とても、幸せそうに日々を過ごしているようにみえた彼女だったが、話をしていて、あることが気になった。彼女は、驚くほど勤勉なのだ。平日は貿易関係の仕事に携わり、週末は大学に通い、毎朝早朝から語学のトレーニング。そして夜の仕事もほぼ毎晩。なぜそんなに働くのか、というわたくしの問いに対し、彼女は一言「客家の女は、勤勉なのよ」と、こたえた。それ以来、わたくしは彼女たちの価値観・労働観、ひいては文化・歴史に強く興味を持ち、それが本書を手に取ったきっかけともなった。

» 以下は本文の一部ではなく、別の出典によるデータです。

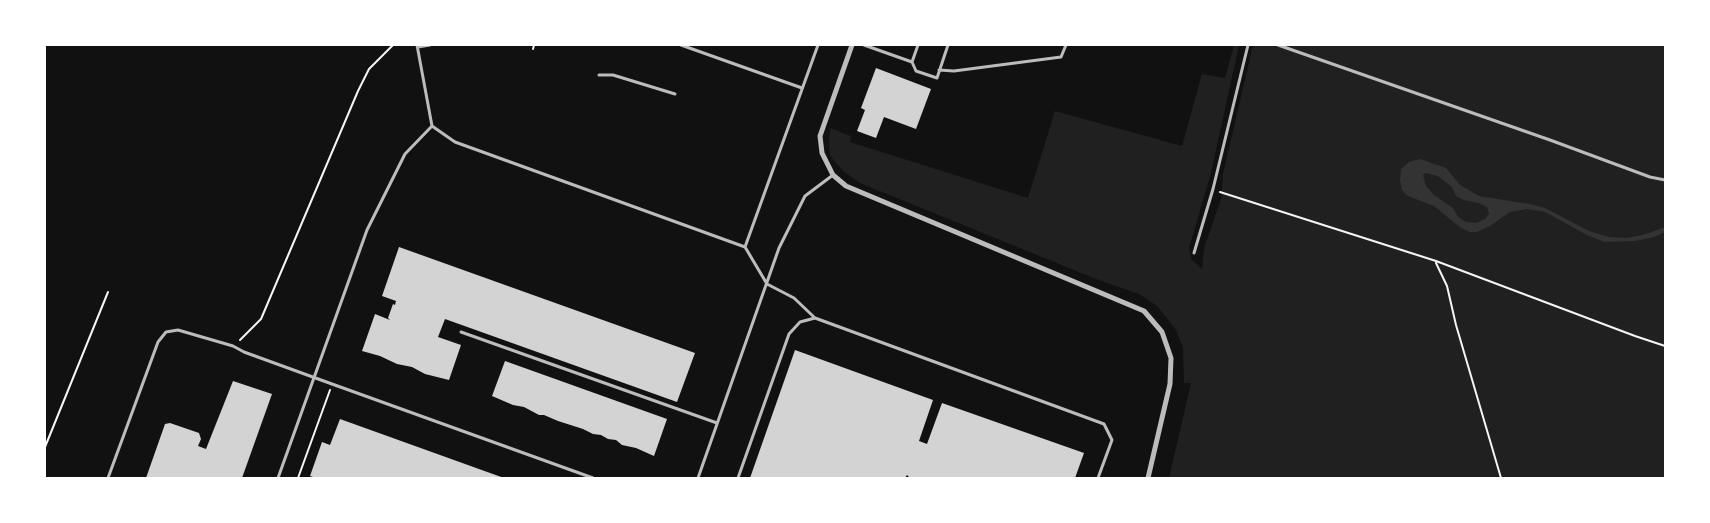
<!DOCTYPE html>
<html>
<head>
<meta charset="utf-8">
<style>
  body { margin:0 }
  #map { position:relative; width:1710px; height:523px; overflow:hidden; background:#111; font-family:Georgia,serif }
  canvas { display:block }
  .frame { position:absolute; inset:0; border:46px solid #fff; pointer-events:none }
</style>
</head>
<body>
<div id="map">
<canvas width="1710" height="523"></canvas>
<div class="frame"></div>
</div>
<script>
const ctx = document.querySelector('canvas').getContext('2d');
ctx.lineJoin = 'round';
function paint(path, color) {
  ctx.fillStyle = color;
  ctx.fill(path, 'evenodd');
}
function toPath(rows) {
  const path = new Path2D();
  for (const r of rows) {
    path.moveTo(r[0], r[1]);
    for (let i = 2; i < r.length; i += 2) path.lineTo(r[i], r[i + 1]);
  }
  return path;
}
function strokePath(path, color, width, dash) {
  ctx.strokeStyle = color;
  ctx.lineWidth = width;
  ctx.lineCap = dash ? 'butt' : 'round';
  ctx.setLineDash(dash || []);
  ctx.stroke(path);
}
paint(toPath([
  [1234,45,1239,45,1210,177,1189,248,1191,259,1202,269,1204,248,1221,199,1223,174,1253,45,1665,45,1665,478,1169,478,1191,383,1184,383,1183,348,1176,330,1157,306,1139,294,1096,279,860,183,843,171,830,156,829,143,830,128,851,136,850,142,1028,198,1055,111,1182,146,1202,74,1225,78]
]), '#202020');
paint(toPath([
  [1420,159,1446,168,1460,185,1479,196,1529,204,1545,208,1589,231,1609,237,1627,238,1643,235,1665,227,1665,232,1654,237,1635,241,1605,242,1587,235,1545,212,1527,209,1510,212,1490,226,1477,232,1470,232,1461,228,1434,206,1408,196,1402,190,1400,180,1401,169,1409,162],
  [1426,173,1438,176,1452,187,1456,196,1464,200,1478,203,1487,207,1489,214,1485,219,1476,223,1466,222,1458,217,1453,208,1434,195,1426,186,1423,175]
]), '#333');
paint(toPath([
  [876,68,931,89,916,129,884,117,876,138,857,131,865,110,861,108],
  [399,247,695,353,677,402,445,319,438,337,461,345,449,380,425,374,412,367,397,364,380,356,362,351,375,314,390,320,388,318,393,304,395,305,396,301,382,296],
  [795,350,933,400,919,441,927,444,942,403,1084,453,1075,478,910,478,907,475,905,478,750,478],
  [505,361,667,419,654,456,636,448,622,445,616,440,608,439,601,435,593,434,583,429,558,421,544,415,539,415,524,407,513,405,492,396],
  [233,381,272,394,242,478,146,478,165,424,170,423,199,433,201,439,198,446,206,449],
  [340,419,504,478,316,478,310,476,322,442,330,445]
]), '#d3d3d3');
strokePath(toPath([
  [533,49,534,45],
  [1220,192,1436,261,1635,336,1665,346],
  [1436,263,1447,286,1456,325,1501,478],
  [240,340,261,319,358,91,369,69,393,45],
  [45,447,108,292],
  [298,478,330,390]
]), '#f5f5f5', 2);
strokePath(toPath([
  [417,45,432,126,455,142,745,247,767,284,794,298,815,318],
  [681,45,802,88],
  [864,45,912,62],
  [918,45,912,62,916,71,937,78,948,45],
  [1278,45,1550,140,1650,177,1665,180],
  [418,47,430,45],
  [939,70,954,71,1061,57,1066,45],
  [599,75,613,75,675,94],
  [745,247,818,45],
  [1194,253,1213,189,1248,45],
  [461,332,717,423],
  [108,478,158,342,166,332,178,330,233,346,244,352,332,384,593,478],
  [278,478,367,230,405,154,432,126],
  [698,478,779,248,805,196,833,175],
  [738,478,789,334,800,322,815,318,1104,424,1112,440,1098,478]
]), '#bcbcbc', 3);
strokePath(toPath([
  [852,45,820,136,822,153,833,175,846,186,1144,311,1162,332,1171,358,1170,384,1148,478]
]), '#bcbcbc', 5);
</script>
</body>
</html>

「客家」とは、文字通り「客の人々」という意味で、とどのつまり「土着でなく、他所からやってきた人々」という意味を持っている。要は「よそもの」というわけである。このことからも分かる通り、客家族は、政治的・経済的理由により、歴史的に生活の場を転々としてきたのだ。本書にはそうした彼らの歴史、民族を代表する著名な政治家について記されている。
その歴史的経緯から、彼らは民族特有のある文化・精神を形成した。それを万金油で著名な胡文虎は、「刻苦耐労」「剛健引毅」「創業勤勉」「団結奮闘」の精神と表現している。この精神は、先述した女性が述べていた言葉そのものだった。客家族の多くは現在の彼らの経済的発展を支えた彼ら特有のこの価値観に対して、強く誇りを持っている。だから、彼らは強く、逞しい。その彼ら(わたくしの中では客家のイメージ、それすなわち彼女のことに過ぎないのだが)にわたくしは如何にして立ち向かえばよいのか。そう考えるだけで、胸の疼きが収まらなくなった。